Task instructions:
Scan the entries below line by line and state how many lines contain the string "nodes", giving only the number.

Provided records:
◆ ◆ ◆
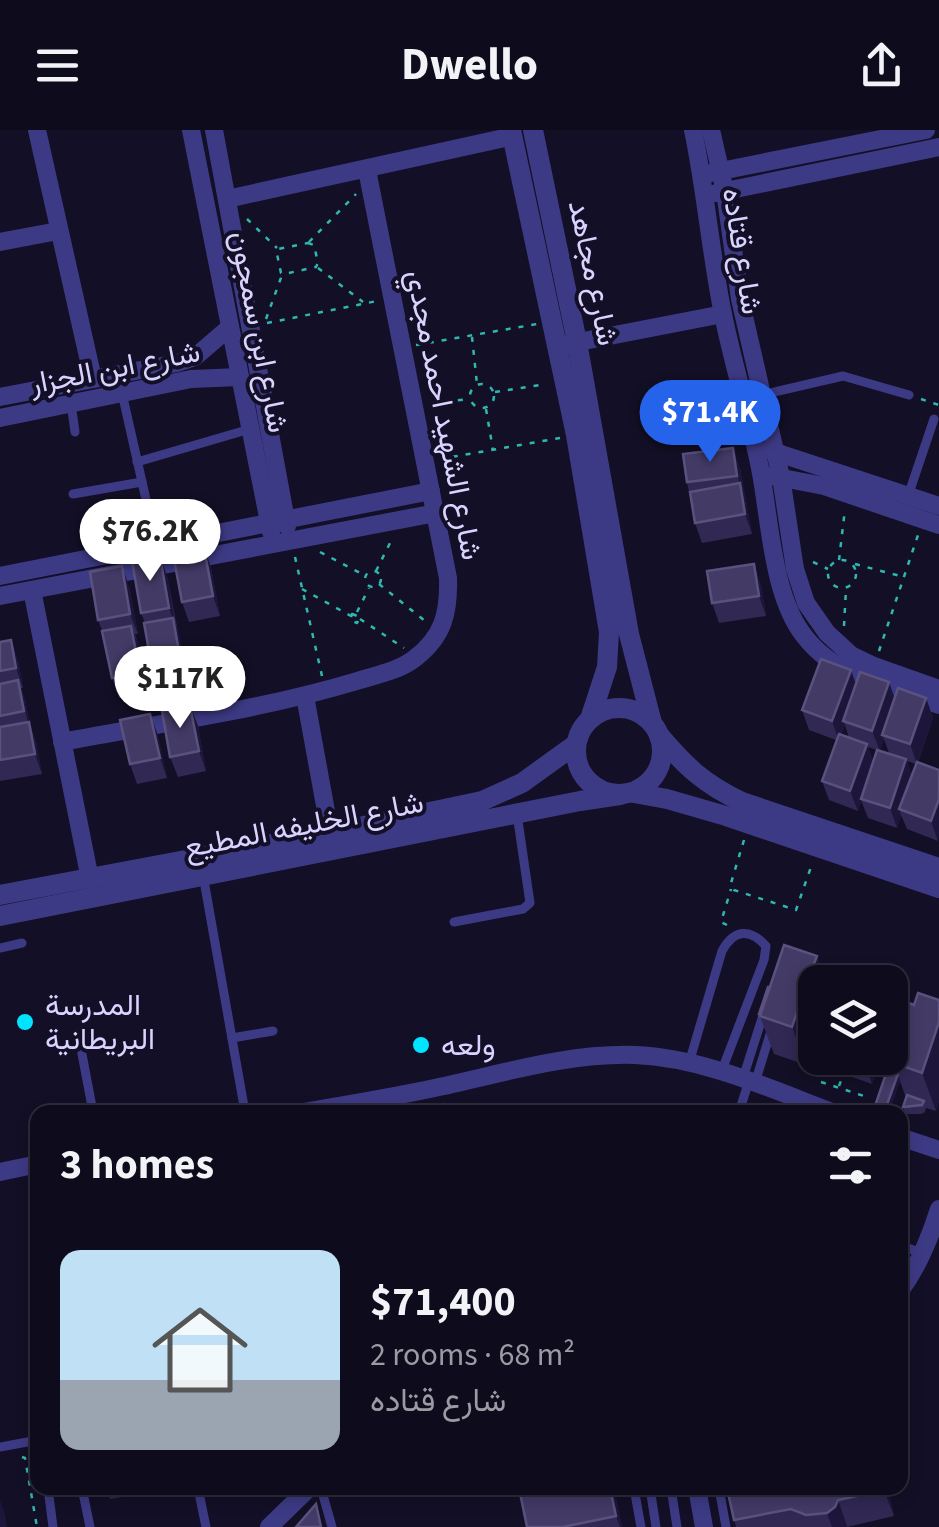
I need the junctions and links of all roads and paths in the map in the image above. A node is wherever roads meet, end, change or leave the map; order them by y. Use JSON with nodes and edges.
{"nodes":[{"id":1,"x":37,"y":130,"type":"edge"},
{"id":2,"x":191,"y":130,"type":"edge"},
{"id":3,"x":214,"y":130,"type":"edge"},
{"id":4,"x":694,"y":130,"type":"edge"},
{"id":5,"x":711,"y":130,"type":"edge"},
{"id":6,"x":519,"y":132,"type":"edge"},
{"id":7,"x":905,"y":133,"type":"edge"},
{"id":8,"x":939,"y":148,"type":"edge"},
{"id":9,"x":916,"y":152,"type":"junction"},
{"id":10,"x":891,"y":157,"type":"junction"},
{"id":11,"x":711,"y":173,"type":"junction"},
{"id":12,"x":368,"y":175,"type":"junction"},
{"id":13,"x":725,"y":192,"type":"junction"},
{"id":14,"x":706,"y":195,"type":"junction"},
{"id":15,"x":226,"y":200,"type":"junction"},
{"id":16,"x":58,"y":231,"type":"junction"},
{"id":17,"x":0,"y":242,"type":"edge"},
{"id":18,"x":308,"y":243,"type":"junction"},
{"id":19,"x":278,"y":249,"type":"junction"},
{"id":20,"x":316,"y":268,"type":"junction"},
{"id":21,"x":282,"y":274,"type":"junction"},
{"id":22,"x":393,"y":297,"type":"junction"},
{"id":23,"x":740,"y":299,"type":"junction"},
{"id":24,"x":364,"y":303,"type":"junction"},
{"id":25,"x":723,"y":314,"type":"junction"},
{"id":26,"x":744,"y":320,"type":"junction"},
{"id":27,"x":553,"y":321,"type":"junction"},
{"id":28,"x":230,"y":327,"type":"junction"},
{"id":29,"x":472,"y":336,"type":"junction"},
{"id":30,"x":567,"y":344,"type":"junction"},
{"id":31,"x":402,"y":347,"type":"junction"},
{"id":32,"x":240,"y":377,"type":"junction"},
{"id":33,"x":93,"y":379,"type":"junction"},
{"id":34,"x":565,"y":381,"type":"junction"},
{"id":35,"x":478,"y":384,"type":"junction"},
{"id":36,"x":493,"y":392,"type":"junction"},
{"id":37,"x":122,"y":393,"type":"junction"},
{"id":38,"x":761,"y":395,"type":"junction"},
{"id":39,"x":909,"y":395,"type":"joint"},
{"id":40,"x":0,"y":398,"type":"edge"},
{"id":41,"x":470,"y":399,"type":"junction"},
{"id":42,"x":71,"y":403,"type":"junction"},
{"id":43,"x":414,"y":404,"type":"junction"},
{"id":44,"x":939,"y":405,"type":"edge"},
{"id":45,"x":486,"y":407,"type":"junction"},
{"id":46,"x":0,"y":418,"type":"edge"},
{"id":47,"x":934,"y":419,"type":"dead end"},
{"id":48,"x":250,"y":429,"type":"junction"},
{"id":49,"x":75,"y":432,"type":"dead end"},
{"id":50,"x":576,"y":435,"type":"junction"},
{"id":51,"x":493,"y":450,"type":"junction"},
{"id":52,"x":766,"y":450,"type":"junction"},
{"id":53,"x":137,"y":462,"type":"junction"},
{"id":54,"x":426,"y":462,"type":"junction"},
{"id":55,"x":761,"y":474,"type":"junction"},
{"id":56,"x":781,"y":477,"type":"junction"},
{"id":57,"x":142,"y":482,"type":"junction"},
{"id":58,"x":431,"y":491,"type":"junction"},
{"id":59,"x":847,"y":493,"type":"junction"},
{"id":60,"x":73,"y":494,"type":"dead end"},
{"id":61,"x":908,"y":496,"type":"junction"},
{"id":62,"x":939,"y":506,"type":"edge"},
{"id":63,"x":436,"y":513,"type":"junction"},
{"id":64,"x":402,"y":519,"type":"junction"},
{"id":65,"x":277,"y":520,"type":"junction"},
{"id":66,"x":931,"y":522,"type":"edge"},
{"id":67,"x":288,"y":541,"type":"junction"},
{"id":68,"x":156,"y":544,"type":"junction"},
{"id":69,"x":839,"y":560,"type":"junction"},
{"id":70,"x":853,"y":564,"type":"junction"},
{"id":71,"x":376,"y":572,"type":"junction"},
{"id":72,"x":0,"y":576,"type":"edge"},
{"id":73,"x":366,"y":576,"type":"junction"},
{"id":74,"x":904,"y":577,"type":"junction"},
{"id":75,"x":379,"y":584,"type":"junction"},
{"id":76,"x":370,"y":586,"type":"junction"},
{"id":77,"x":301,"y":588,"type":"junction"},
{"id":78,"x":846,"y":588,"type":"junction"},
{"id":79,"x":32,"y":590,"type":"junction"},
{"id":80,"x":0,"y":596,"type":"edge"},
{"id":81,"x":357,"y":614,"type":"junction"},
{"id":82,"x":351,"y":616,"type":"junction"},
{"id":83,"x":360,"y":619,"type":"junction"},
{"id":84,"x":440,"y":633,"type":"junction"},
{"id":85,"x":842,"y":648,"type":"junction"},
{"id":86,"x":417,"y":657,"type":"junction"},
{"id":87,"x":874,"y":666,"type":"junction"},
{"id":88,"x":939,"y":689,"type":"edge"},
{"id":89,"x":325,"y":690,"type":"junction"},
{"id":90,"x":305,"y":696,"type":"junction"},
{"id":91,"x":939,"y":705,"type":"edge"},
{"id":92,"x":590,"y":718,"type":"junction"},
{"id":93,"x":655,"y":729,"type":"junction"},
{"id":94,"x":62,"y":742,"type":"junction"},
{"id":95,"x":576,"y":744,"type":"junction"},
{"id":96,"x":627,"y":794,"type":"junction"},
{"id":97,"x":517,"y":814,"type":"junction"},
{"id":98,"x":421,"y":824,"type":"junction"},
{"id":99,"x":750,"y":825,"type":"junction"},
{"id":100,"x":330,"y":833,"type":"junction"},
{"id":101,"x":818,"y":848,"type":"junction"},
{"id":102,"x":939,"y":868,"type":"edge"},
{"id":103,"x":202,"y":875,"type":"junction"},
{"id":104,"x":90,"y":878,"type":"junction"},
{"id":105,"x":731,"y":887,"type":"junction"},
{"id":106,"x":939,"y":888,"type":"edge"},
{"id":107,"x":0,"y":895,"type":"edge"},
{"id":108,"x":0,"y":916,"type":"edge"},
{"id":109,"x":454,"y":922,"type":"dead end"},
{"id":110,"x":737,"y":935,"type":"junction"},
{"id":111,"x":22,"y":943,"type":"dead end"},
{"id":112,"x":0,"y":948,"type":"edge"},
{"id":113,"x":766,"y":1006,"type":"edge"},
{"id":114,"x":274,"y":1031,"type":"dead end"},
{"id":115,"x":771,"y":1031,"type":"edge"},
{"id":116,"x":78,"y":1032,"type":"dead end"},
{"id":117,"x":232,"y":1038,"type":"junction"},
{"id":118,"x":689,"y":1063,"type":"junction"},
{"id":119,"x":722,"y":1070,"type":"junction"},
{"id":120,"x":843,"y":1075,"type":"edge"},
{"id":121,"x":749,"y":1080,"type":"junction"},
{"id":122,"x":821,"y":1082,"type":"dead end"},
{"id":123,"x":839,"y":1088,"type":"junction"},
{"id":124,"x":92,"y":1105,"type":"edge"},
{"id":125,"x":244,"y":1105,"type":"edge"},
{"id":126,"x":360,"y":1105,"type":"edge"},
{"id":127,"x":741,"y":1105,"type":"edge"},
{"id":128,"x":814,"y":1105,"type":"edge"},
{"id":129,"x":887,"y":1105,"type":"edge"},
{"id":130,"x":908,"y":1140,"type":"edge"},
{"id":131,"x":939,"y":1150,"type":"edge"},
{"id":132,"x":30,"y":1166,"type":"edge"},
{"id":133,"x":0,"y":1172,"type":"edge"},
{"id":134,"x":939,"y":1209,"type":"edge"},
{"id":135,"x":936,"y":1230,"type":"edge"},
{"id":136,"x":908,"y":1248,"type":"edge"},
{"id":137,"x":922,"y":1253,"type":"junction"},
{"id":138,"x":908,"y":1280,"type":"edge"},
{"id":139,"x":30,"y":1442,"type":"edge"},
{"id":140,"x":0,"y":1448,"type":"edge"},
{"id":141,"x":15,"y":1456,"type":"dead end"},
{"id":142,"x":30,"y":1487,"type":"edge"},
{"id":143,"x":31,"y":1495,"type":"edge"},
{"id":144,"x":83,"y":1495,"type":"edge"},
{"id":145,"x":199,"y":1495,"type":"edge"},
{"id":146,"x":302,"y":1495,"type":"edge"},
{"id":147,"x":323,"y":1495,"type":"edge"},
{"id":148,"x":635,"y":1495,"type":"edge"},
{"id":149,"x":651,"y":1495,"type":"edge"},
{"id":150,"x":672,"y":1495,"type":"edge"},
{"id":151,"x":698,"y":1495,"type":"edge"},
{"id":152,"x":720,"y":1495,"type":"edge"},
{"id":153,"x":49,"y":1496,"type":"dead end"},
{"id":154,"x":37,"y":1527,"type":"edge"},
{"id":155,"x":53,"y":1527,"type":"edge"},
{"id":156,"x":90,"y":1527,"type":"edge"},
{"id":157,"x":206,"y":1527,"type":"edge"},
{"id":158,"x":269,"y":1527,"type":"edge"},
{"id":159,"x":332,"y":1527,"type":"edge"},
{"id":160,"x":641,"y":1527,"type":"edge"},
{"id":161,"x":656,"y":1527,"type":"edge"},
{"id":162,"x":677,"y":1527,"type":"edge"},
{"id":163,"x":704,"y":1527,"type":"edge"},
{"id":164,"x":726,"y":1527,"type":"edge"}],
"edges":[{"from":1,"to":16,"type":"street"},
{"from":2,"to":28,"type":"street","name":"شارع ابن سمجون"},
{"from":3,"to":15,"type":"street","name":"شارع ابن سمجون"},
{"from":4,"to":11,"type":"street","name":"شارع قتاده"},
{"from":5,"to":11,"type":"street","name":"شارع قتاده"},
{"from":6,"to":12,"type":"street"},
{"from":6,"to":27,"type":"street","name":"شارع مجاهد"},
{"from":6,"to":30,"type":"street","name":"شارع مجاهد"},
{"from":7,"to":9,"type":"street"},
{"from":7,"to":10,"type":"street"},
{"from":7,"to":11,"type":"street"},
{"from":8,"to":9,"type":"street"},
{"from":9,"to":10,"type":"street"},
{"from":10,"to":13,"type":"street"},
{"from":11,"to":13,"type":"street","name":"شارع قتاده"},
{"from":11,"to":14,"type":"street","name":"شارع قتاده"},
{"from":12,"to":15,"type":"street"},
{"from":12,"to":18,"type":"path"},
{"from":12,"to":22,"type":"street","name":"شارع الشهيد احمد مجدي"},
{"from":13,"to":14,"type":"street"},
{"from":13,"to":23,"type":"street","name":"شارع قتاده"},
{"from":14,"to":25,"type":"street","name":"شارع قتاده"},
{"from":15,"to":19,"type":"path"},
{"from":15,"to":65,"type":"street","name":"شارع ابن سمجون"},
{"from":16,"to":17,"type":"street"},
{"from":16,"to":33,"type":"street"},
{"from":18,"to":19,"type":"path"},
{"from":18,"to":20,"type":"path"},
{"from":19,"to":21,"type":"path"},
{"from":20,"to":21,"type":"path"},
{"from":20,"to":24,"type":"path"},
{"from":21,"to":24,"type":"path"},
{"from":22,"to":24,"type":"path"},
{"from":22,"to":31,"type":"street","name":"شارع الشهيد احمد مجدي"},
{"from":23,"to":25,"type":"street"},
{"from":23,"to":26,"type":"street","name":"شارع قتاده"},
{"from":25,"to":26,"type":"street"},
{"from":25,"to":30,"type":"street"},
{"from":25,"to":52,"type":"street","name":"شارع قتاده"},
{"from":26,"to":38,"type":"street","name":"شارع قتاده"},
{"from":27,"to":29,"type":"path"},
{"from":27,"to":30,"type":"street","name":"شارع مجاهد"},
{"from":28,"to":32,"type":"street","name":"شارع ابن سمجون"},
{"from":28,"to":33,"type":"street","name":"شارع ابن الجزار"},
{"from":29,"to":31,"type":"path"},
{"from":29,"to":35,"type":"path"},
{"from":30,"to":34,"type":"street","name":"شارع مجاهد"},
{"from":30,"to":93,"type":"street","name":"شارع مجاهد"},
{"from":31,"to":43,"type":"street","name":"شارع الشهيد احمد مجدي"},
{"from":32,"to":37,"type":"street","name":"شارع ابن الجزار"},
{"from":32,"to":48,"type":"street","name":"شارع ابن سمجون"},
{"from":33,"to":40,"type":"street","name":"شارع ابن الجزار"},
{"from":34,"to":36,"type":"path"},
{"from":34,"to":50,"type":"street","name":"شارع مجاهد"},
{"from":35,"to":36,"type":"path"},
{"from":35,"to":41,"type":"path"},
{"from":36,"to":45,"type":"path"},
{"from":37,"to":42,"type":"street","name":"شارع ابن الجزار"},
{"from":37,"to":53,"type":"lane"},
{"from":38,"to":39,"type":"lane"},
{"from":38,"to":52,"type":"street","name":"شارع قتاده"},
{"from":39,"to":44,"type":"path"},
{"from":41,"to":43,"type":"path"},
{"from":41,"to":45,"type":"path"},
{"from":42,"to":46,"type":"street","name":"شارع ابن الجزار"},
{"from":42,"to":49,"type":"lane"},
{"from":43,"to":54,"type":"street","name":"شارع الشهيد احمد مجدي"},
{"from":45,"to":51,"type":"path"},
{"from":47,"to":61,"type":"lane"},
{"from":48,"to":53,"type":"lane"},
{"from":48,"to":65,"type":"street","name":"شارع ابن سمجون"},
{"from":50,"to":51,"type":"path"},
{"from":50,"to":92,"type":"street","name":"شارع مجاهد"},
{"from":51,"to":54,"type":"path"},
{"from":52,"to":55,"type":"street","name":"شارع قتاده"},
{"from":52,"to":56,"type":"street","name":"شارع قتاده"},
{"from":52,"to":61,"type":"street"},
{"from":53,"to":57,"type":"lane"},
{"from":54,"to":58,"type":"street","name":"شارع الشهيد احمد مجدي"},
{"from":55,"to":56,"type":"street"},
{"from":55,"to":91,"type":"street","name":"شارع قتاده"},
{"from":56,"to":59,"type":"street"},
{"from":56,"to":85,"type":"street","name":"شارع قتاده"},
{"from":57,"to":60,"type":"lane"},
{"from":57,"to":68,"type":"lane"},
{"from":58,"to":63,"type":"street","name":"شارع الشهيد احمد مجدي"},
{"from":58,"to":65,"type":"street"},
{"from":59,"to":66,"type":"street"},
{"from":59,"to":69,"type":"path"},
{"from":61,"to":62,"type":"street"},
{"from":63,"to":64,"type":"street"},
{"from":63,"to":84,"type":"street","name":"شارع الشهيد احمد مجدي"},
{"from":64,"to":67,"type":"street"},
{"from":64,"to":71,"type":"path"},
{"from":65,"to":67,"type":"street","name":"شارع ابن سمجون"},
{"from":65,"to":68,"type":"street"},
{"from":66,"to":74,"type":"path"},
{"from":67,"to":73,"type":"path"},
{"from":67,"to":77,"type":"path"},
{"from":67,"to":79,"type":"street"},
{"from":68,"to":72,"type":"street"},
{"from":69,"to":70,"type":"path"},
{"from":69,"to":78,"type":"path"},
{"from":70,"to":74,"type":"path"},
{"from":70,"to":78,"type":"path"},
{"from":71,"to":73,"type":"path"},
{"from":71,"to":75,"type":"path"},
{"from":73,"to":76,"type":"path"},
{"from":74,"to":87,"type":"path"},
{"from":75,"to":76,"type":"path"},
{"from":75,"to":84,"type":"path"},
{"from":76,"to":81,"type":"path"},
{"from":77,"to":82,"type":"path"},
{"from":77,"to":89,"type":"path"},
{"from":78,"to":85,"type":"path"},
{"from":79,"to":80,"type":"street"},
{"from":79,"to":94,"type":"street"},
{"from":81,"to":82,"type":"path"},
{"from":81,"to":83,"type":"path"},
{"from":82,"to":83,"type":"path"},
{"from":83,"to":86,"type":"path"},
{"from":84,"to":86,"type":"street"},
{"from":85,"to":87,"type":"street","name":"شارع قتاده"},
{"from":86,"to":89,"type":"street"},
{"from":87,"to":88,"type":"street","name":"شارع قتاده"},
{"from":89,"to":90,"type":"street"},
{"from":90,"to":94,"type":"street"},
{"from":90,"to":100,"type":"street"},
{"from":92,"to":93,"type":"street"},
{"from":92,"to":95,"type":"street"},
{"from":93,"to":96,"type":"street"},
{"from":93,"to":102,"type":"street"},
{"from":94,"to":104,"type":"street"},
{"from":95,"to":96,"type":"street"},
{"from":95,"to":98,"type":"street","name":"شارع الخليفه المطيع"},
{"from":96,"to":97,"type":"street","name":"شارع الخليفه المطيع"},
{"from":96,"to":99,"type":"street","name":"شارع الخليفه المطيع"},
{"from":97,"to":98,"type":"street","name":"شارع الخليفه المطيع"},
{"from":97,"to":109,"type":"lane"},
{"from":98,"to":100,"type":"street","name":"شارع الخليفه المطيع"},
{"from":98,"to":103,"type":"street","name":"شارع الخليفه المطيع"},
{"from":99,"to":101,"type":"street","name":"شارع الخليفه المطيع"},
{"from":99,"to":105,"type":"path"},
{"from":100,"to":104,"type":"street","name":"شارع الخليفه المطيع"},
{"from":101,"to":105,"type":"path"},
{"from":101,"to":106,"type":"street","name":"شارع الخليفه المطيع"},
{"from":103,"to":108,"type":"street","name":"شارع الخليفه المطيع"},
{"from":103,"to":117,"type":"lane"},
{"from":104,"to":107,"type":"street","name":"شارع الخليفه المطيع"},
{"from":105,"to":110,"type":"path"},
{"from":110,"to":118,"type":"lane"},
{"from":110,"to":119,"type":"lane"},
{"from":111,"to":112,"type":"lane"},
{"from":113,"to":121,"type":"lane"},
{"from":114,"to":117,"type":"lane"},
{"from":115,"to":121,"type":"lane"},
{"from":116,"to":124,"type":"lane"},
{"from":117,"to":125,"type":"lane"},
{"from":118,"to":119,"type":"street"},
{"from":118,"to":126,"type":"street"},
{"from":119,"to":121,"type":"street"},
{"from":120,"to":123,"type":"path"},
{"from":121,"to":127,"type":"lane"},
{"from":121,"to":128,"type":"street"},
{"from":122,"to":123,"type":"path"},
{"from":123,"to":129,"type":"path"},
{"from":130,"to":131,"type":"street"},
{"from":132,"to":133,"type":"street"},
{"from":134,"to":135,"type":"street"},
{"from":135,"to":137,"type":"street"},
{"from":136,"to":137,"type":"lane"},
{"from":137,"to":138,"type":"street"},
{"from":139,"to":140,"type":"lane"},
{"from":141,"to":142,"type":"path"},
{"from":143,"to":154,"type":"path"},
{"from":144,"to":156,"type":"lane"},
{"from":145,"to":157,"type":"lane"},
{"from":146,"to":158,"type":"street"},
{"from":147,"to":159,"type":"lane"},
{"from":148,"to":160,"type":"lane"},
{"from":149,"to":161,"type":"lane"},
{"from":150,"to":162,"type":"lane"},
{"from":151,"to":163,"type":"street"},
{"from":152,"to":164,"type":"lane"},
{"from":153,"to":155,"type":"lane"}]}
◆ ◆ ◆
Completed task:
2